== Segment start ==

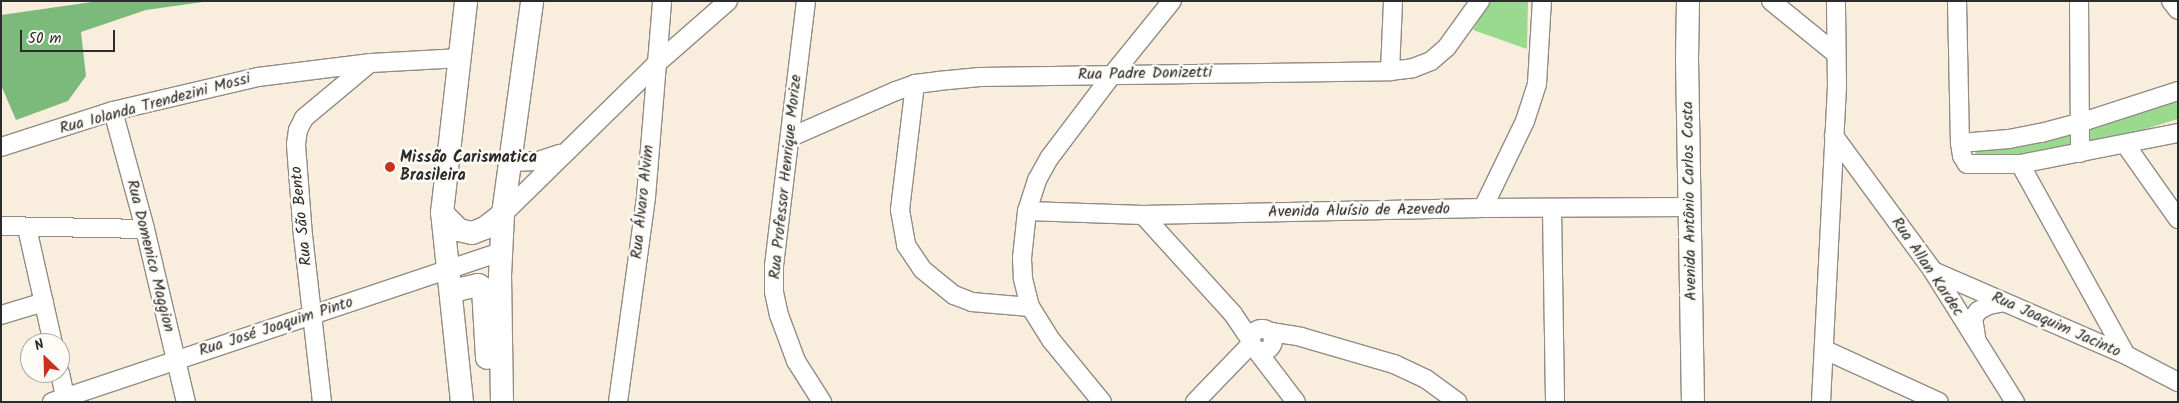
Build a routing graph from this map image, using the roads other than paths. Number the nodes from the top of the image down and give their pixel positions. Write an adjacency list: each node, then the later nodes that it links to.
1 (466, 1): 18 (main road)
2 (532, 1): 35 (main road)
3 (662, 1): 20 (street, Rua Álvaro Alvim)
4 (728, 1): 20 (street)
5 (806, 1): 29 (street, Rua Professor Henrique Morize)
6 (1172, 1): 22 (street)
7 (1393, 1): 21 (street)
8 (1480, 1): 21 (street, Rua Padre Donizetti)
9 (1542, 1): 38 (street)
10 (1688, 1): 37 (main road, Avenida Antônio Carlos Costa)
11 (1771, 1): 17 (street)
12 (1836, 1): 17 (street)
13 (1957, 1): 30 (street)
14 (2079, 1): 26 (street)
15 (2171, 1): 16 (street)
16 (2178, 10)
17 (1835, 53): 28 (street)
18 (461, 58): 19 (street, Rua Iolanda Trendezini Mossi); 41 (main road)
19 (371, 63): 25 (street, Rua Iolanda Trendezini Mossi); 55 (street, Rua São Bento)
20 (655, 65): 33 (street); 70 (street, Rua Álvaro Alvim)
21 (1390, 71): 22 (street, Rua Padre Donizetti)
22 (1112, 75): 23 (street, Rua Padre Donizetti); 40 (street)
23 (915, 84): 29 (street, Rua Padre Donizetti); 53 (street)
24 (2178, 91): 26 (street)
25 (113, 111): 32 (street, Rua Iolanda Trendezini Mossi); 47 (street, Rua Domenico Maggion)
26 (2079, 123): 30 (street); 34 (street)
27 (2178, 133): 31 (street)
28 (1834, 136): 49 (street, Rua Allan Kardec); 59 (street)
29 (791, 137): 71 (street, Rua Professor Henrique Morize)
30 (1960, 143): 36 (street)
31 (2125, 144): 34 (street); 44 (street)
32 (1, 147)
33 (565, 152): 35 (street); 42 (street)
34 (2080, 153): 36 (street)
35 (510, 162): 42 (main road)
36 (2020, 164): 60 (street)
37 (1691, 207): 39 (street, Avenida Aluísio de Azevedo); 77 (main road, Avenida Antônio Carlos Costa)
38 (1483, 208): 39 (street, Avenida Aluísio de Azevedo); 43 (street, Avenida Aluísio de Azevedo)
39 (1552, 209): 76 (street)
40 (1027, 211): 43 (street, Avenida Aluísio de Azevedo); 53 (street)
41 (442, 213): 42 (main road); 50 (main road)
42 (504, 214): 48 (main road)
43 (1144, 215): 58 (street)
44 (2178, 219)
45 (1, 226): 46 (street)
46 (27, 228): 47 (street); 51 (street)
47 (145, 229): 61 (street, Rua Domenico Maggion)
48 (501, 252): 50 (street, Rua José Joaquim Pinto); 69 (main road)
49 (1933, 271): 52 (street, Rua Joaquim Jacinto); 57 (street, Rua Allan Kardec)
50 (450, 280): 55 (street, Rua José Joaquim Pinto); 67 (main road); 68 (main road)
51 (44, 302): 54 (street); 56 (street)
52 (2004, 302): 57 (street); 60 (street, Rua Joaquim Jacinto)
53 (1030, 307): 72 (street)
54 (1, 315)
55 (313, 316): 61 (street, Rua José Joaquim Pinto); 66 (street, Rua São Bento)
56 (51, 333)
57 (1978, 342): 80 (street, Rua Allan Kardec)
58 (1261, 343): 73 (street); 74 (street); 75 (street)
59 (1825, 350): 78 (street); 79 (street)
60 (2126, 355): 62 (street, Rua Joaquim Jacinto)
61 (176, 360): 64 (street, Rua José Joaquim Pinto); 65 (street, Rua Domenico Maggion)
62 (2178, 382)
63 (60, 383): 64 (street)
64 (61, 400)
65 (186, 402)
66 (322, 402)
67 (462, 402)
68 (489, 402)
69 (502, 402)
70 (618, 402)
71 (822, 402)
72 (1102, 402)
73 (1195, 402)
74 (1296, 402)
75 (1458, 402)
76 (1555, 402)
77 (1693, 402)
78 (1822, 402)
79 (1939, 402)
80 (2015, 402)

== Segment end ==

- GOAL OF THE EXERCISE -
The response should repeat each record precisely and contain no pictures.

- ANSWER TO THE PROBLEM -
Build a routing graph from this map image, using the roads other than paths. Number the nodes from the top of the image down and give their pixel positions. Write an adjacency list: each node, then the later nodes that it links to.
1 (466, 1): 18 (main road)
2 (532, 1): 35 (main road)
3 (662, 1): 20 (street, Rua Álvaro Alvim)
4 (728, 1): 20 (street)
5 (806, 1): 29 (street, Rua Professor Henrique Morize)
6 (1172, 1): 22 (street)
7 (1393, 1): 21 (street)
8 (1480, 1): 21 (street, Rua Padre Donizetti)
9 (1542, 1): 38 (street)
10 (1688, 1): 37 (main road, Avenida Antônio Carlos Costa)
11 (1771, 1): 17 (street)
12 (1836, 1): 17 (street)
13 (1957, 1): 30 (street)
14 (2079, 1): 26 (street)
15 (2171, 1): 16 (street)
16 (2178, 10)
17 (1835, 53): 28 (street)
18 (461, 58): 19 (street, Rua Iolanda Trendezini Mossi); 41 (main road)
19 (371, 63): 25 (street, Rua Iolanda Trendezini Mossi); 55 (street, Rua São Bento)
20 (655, 65): 33 (street); 70 (street, Rua Álvaro Alvim)
21 (1390, 71): 22 (street, Rua Padre Donizetti)
22 (1112, 75): 23 (street, Rua Padre Donizetti); 40 (street)
23 (915, 84): 29 (street, Rua Padre Donizetti); 53 (street)
24 (2178, 91): 26 (street)
25 (113, 111): 32 (street, Rua Iolanda Trendezini Mossi); 47 (street, Rua Domenico Maggion)
26 (2079, 123): 30 (street); 34 (street)
27 (2178, 133): 31 (street)
28 (1834, 136): 49 (street, Rua Allan Kardec); 59 (street)
29 (791, 137): 71 (street, Rua Professor Henrique Morize)
30 (1960, 143): 36 (street)
31 (2125, 144): 34 (street); 44 (street)
32 (1, 147)
33 (565, 152): 35 (street); 42 (street)
34 (2080, 153): 36 (street)
35 (510, 162): 42 (main road)
36 (2020, 164): 60 (street)
37 (1691, 207): 39 (street, Avenida Aluísio de Azevedo); 77 (main road, Avenida Antônio Carlos Costa)
38 (1483, 208): 39 (street, Avenida Aluísio de Azevedo); 43 (street, Avenida Aluísio de Azevedo)
39 (1552, 209): 76 (street)
40 (1027, 211): 43 (street, Avenida Aluísio de Azevedo); 53 (street)
41 (442, 213): 42 (main road); 50 (main road)
42 (504, 214): 48 (main road)
43 (1144, 215): 58 (street)
44 (2178, 219)
45 (1, 226): 46 (street)
46 (27, 228): 47 (street); 51 (street)
47 (145, 229): 61 (street, Rua Domenico Maggion)
48 (501, 252): 50 (street, Rua José Joaquim Pinto); 69 (main road)
49 (1933, 271): 52 (street, Rua Joaquim Jacinto); 57 (street, Rua Allan Kardec)
50 (450, 280): 55 (street, Rua José Joaquim Pinto); 67 (main road); 68 (main road)
51 (44, 302): 54 (street); 56 (street)
52 (2004, 302): 57 (street); 60 (street, Rua Joaquim Jacinto)
53 (1030, 307): 72 (street)
54 (1, 315)
55 (313, 316): 61 (street, Rua José Joaquim Pinto); 66 (street, Rua São Bento)
56 (51, 333)
57 (1978, 342): 80 (street, Rua Allan Kardec)
58 (1261, 343): 73 (street); 74 (street); 75 (street)
59 (1825, 350): 78 (street); 79 (street)
60 (2126, 355): 62 (street, Rua Joaquim Jacinto)
61 (176, 360): 64 (street, Rua José Joaquim Pinto); 65 (street, Rua Domenico Maggion)
62 (2178, 382)
63 (60, 383): 64 (street)
64 (61, 400)
65 (186, 402)
66 (322, 402)
67 (462, 402)
68 (489, 402)
69 (502, 402)
70 (618, 402)
71 (822, 402)
72 (1102, 402)
73 (1195, 402)
74 (1296, 402)
75 (1458, 402)
76 (1555, 402)
77 (1693, 402)
78 (1822, 402)
79 (1939, 402)
80 (2015, 402)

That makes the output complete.